Cosa aspettarci alle valute legate al petrolio

Secondo JP Morgan AM, nella maggior parte dei casi, al recente rialzo dei prezzi petroliferi non ha fatto seguito un rafforzamento delle valute dei Paesi esportatori di greggio. Ma non sono tutte uguali

La solidità della domanda e il rigore dell'OPEC, nonché il ritorno delle scorte su livelli più vicini alla normalità, segnalano che il mercato del petrolio continuerà a risentire degli eventi geopolitici. I mercati si stanno in generale concentrando sulla situazione in Kurdistan (minori flussi dall'oleodotto Ceyhan), Nigeria (ritorno dei Niger Delta Avengers), Venezuela (crisi del debito) e, dopo la purga anticorruzione di queste settimane, Arabia Saudita. Le quotazioni del greggio potrebbero essere particolarmente vulnerabili al momento e la massiccia esposizione degli operatori nei mercati del Brent e del WTI (West Texas Intermediate) è indicativa di un'assenza di prospettive in mancanza di un nuovo catalizzatore.

Valutazioni quantitative

Il 7 novembre i prezzi del petrolio hanno toccato i 63,69 dollari al barile, il livello più alto dalla metà del 2015, con un rialzo del 42% da quest'estate. Ciò nonostante, le valute dei Paesi esportatori non hanno registrato un'accelerazione comparabile ai guadagni recenti dell'oro nero.

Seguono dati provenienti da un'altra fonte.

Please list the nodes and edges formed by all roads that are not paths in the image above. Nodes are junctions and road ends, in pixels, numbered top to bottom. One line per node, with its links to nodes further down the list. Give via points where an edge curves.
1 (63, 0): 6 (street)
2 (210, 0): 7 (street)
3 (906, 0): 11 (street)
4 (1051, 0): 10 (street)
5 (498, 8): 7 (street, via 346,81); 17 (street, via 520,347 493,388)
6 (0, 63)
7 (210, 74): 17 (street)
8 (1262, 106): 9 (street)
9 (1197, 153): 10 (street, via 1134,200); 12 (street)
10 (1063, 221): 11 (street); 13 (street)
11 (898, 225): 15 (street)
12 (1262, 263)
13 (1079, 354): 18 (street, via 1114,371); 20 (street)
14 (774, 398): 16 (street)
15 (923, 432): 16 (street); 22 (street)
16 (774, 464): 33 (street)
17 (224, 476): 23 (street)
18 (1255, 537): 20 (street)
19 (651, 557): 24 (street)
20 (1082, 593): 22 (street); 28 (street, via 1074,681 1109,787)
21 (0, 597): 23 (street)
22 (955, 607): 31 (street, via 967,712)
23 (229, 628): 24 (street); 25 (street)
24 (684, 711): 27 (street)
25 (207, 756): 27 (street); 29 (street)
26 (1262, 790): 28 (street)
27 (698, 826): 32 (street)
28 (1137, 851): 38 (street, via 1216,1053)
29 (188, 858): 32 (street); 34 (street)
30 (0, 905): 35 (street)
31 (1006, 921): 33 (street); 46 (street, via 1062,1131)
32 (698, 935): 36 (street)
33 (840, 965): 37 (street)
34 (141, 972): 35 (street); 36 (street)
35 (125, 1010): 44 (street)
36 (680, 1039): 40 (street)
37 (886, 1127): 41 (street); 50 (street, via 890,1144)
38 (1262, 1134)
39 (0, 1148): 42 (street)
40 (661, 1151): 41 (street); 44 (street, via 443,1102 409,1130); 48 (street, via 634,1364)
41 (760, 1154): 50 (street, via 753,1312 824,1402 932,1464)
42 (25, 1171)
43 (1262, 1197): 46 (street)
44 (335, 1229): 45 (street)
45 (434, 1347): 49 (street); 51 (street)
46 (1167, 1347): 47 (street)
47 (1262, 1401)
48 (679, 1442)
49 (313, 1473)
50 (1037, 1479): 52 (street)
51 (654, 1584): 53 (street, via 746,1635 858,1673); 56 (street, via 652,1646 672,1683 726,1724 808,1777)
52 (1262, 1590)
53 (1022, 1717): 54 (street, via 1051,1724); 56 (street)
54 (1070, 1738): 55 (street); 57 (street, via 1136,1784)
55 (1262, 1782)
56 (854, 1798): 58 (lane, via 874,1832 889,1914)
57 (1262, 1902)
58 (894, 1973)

Al contrario, da settembre in poi queste divise hanno accusato un arretramento mentre le quotazioni del greggio hanno continuato ad avanzare. Un disallineamento di tale entità è insolito, anche se il petrolio non è, chiaramente, l'unico fattore determinante della performance di queste monete. Nel caso della Corona norvegese, il deludente andamento rispetto ai prezzi del greggio potrebbe essere dovuto ai dati economici negativi, mentre per altre valute i fattori determinanti sono la politica monetaria e i differenziali dei tassi d'interesse. Ad esempio, sulla performance del dollaro canadese hanno pesato il tono accomodante delle dichiarazioni della Banca Centrale e il recente deterioramento dei dati macro.

Fattori tecnici

Per quanto concerne il quadro tecnico, l'affollamento delle posizioni nel Rublo, unito alle più generali pressioni sulle valute dei Mercati Emergenti, sembrerebbe la spiegazione più probabile di questa discrepanza. Tuttavia, la nostra indagine sul posizionamento, che valuta il contesto generale, non ha riscontrato un'esposizione nel complesso eccessiva alle valute dei Paesi esportatori di petrolio.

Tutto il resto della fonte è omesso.